Currently, it has many applications hadith or the Qur'an which include search features. However, the 
technique is still limited to the search for a match search word (string matching) so that the results often do 
not appear when a query is given in the form of a sentence or phrase [8]. In addition, until now there has been 
no application or system that specifically provides information on the verses of the Qur'an and hadith relating 
to science and technology [9]. Whereas in the interpretation of Shaykh Thantawi Al-Jawahir, it is said that in 
the Holy Qur'an there are more than 750 verses of kauniyah (verses about the universe [10]. 

Many search techniques are currently used by researchers. One of the most popular search 
techniques is word matching or string matching. The concept of searching for this technique is to match a 
certain word pattern to a long sentence or text [11]. However, if the wording is not the same as in the 
database, the search will not be found. Another alternative technique for finding information that is also 
currently popular is the vector space model algorithm that adopts word weighting. With this technique, the 
wording does not have to be exact. Even if the user enters the words upside down or in the wrong order in the 
database, the system will still return the information. In previous studies related to the implementation of the 
VSM algorithm for searching Al-Qur'an verses [12], the parameters used were through the translation of Al- 
Qur'an verses and expansion queries to improve keywords to be based on data in the database. However, if 
the user enters a different query but has the same meaning and is not in the database, the system will not be 
able to return the information it is looking for.
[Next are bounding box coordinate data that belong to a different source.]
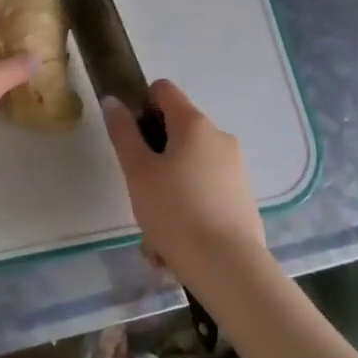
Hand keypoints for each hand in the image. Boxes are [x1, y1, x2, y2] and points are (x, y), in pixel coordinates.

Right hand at [105, 80, 265, 291]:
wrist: (229, 268)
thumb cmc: (175, 212)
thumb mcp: (138, 172)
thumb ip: (123, 133)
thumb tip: (113, 100)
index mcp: (194, 124)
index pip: (164, 90)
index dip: (142, 104)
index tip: (130, 137)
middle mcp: (220, 137)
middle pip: (177, 132)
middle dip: (154, 158)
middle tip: (139, 193)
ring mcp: (236, 168)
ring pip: (189, 168)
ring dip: (168, 190)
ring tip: (155, 233)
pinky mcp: (243, 198)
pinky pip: (206, 192)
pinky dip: (188, 209)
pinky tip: (175, 245)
Therefore this research in its implementation tries to use the 
discussion that comes from the books of commentaries of the Qur'an and the Hadith whose language 
structure is closer to daily life as its parameters. 


2. RESEARCH METHOD 

In this paper, research is conducted with the steps that can be seen in Figure 1. The first step taken is 
to enter keywords (can be in the form of words, phrases or sentences), then do the preprocessing to get a list 
of word tokens which then do the weight calculation tf-idf after it obtained a list of queries and documents 
weights used in the computation algorithm VSM [13-16] if the cosine value>0 then shown a list of relevant 
data otherwise found no data is displayed.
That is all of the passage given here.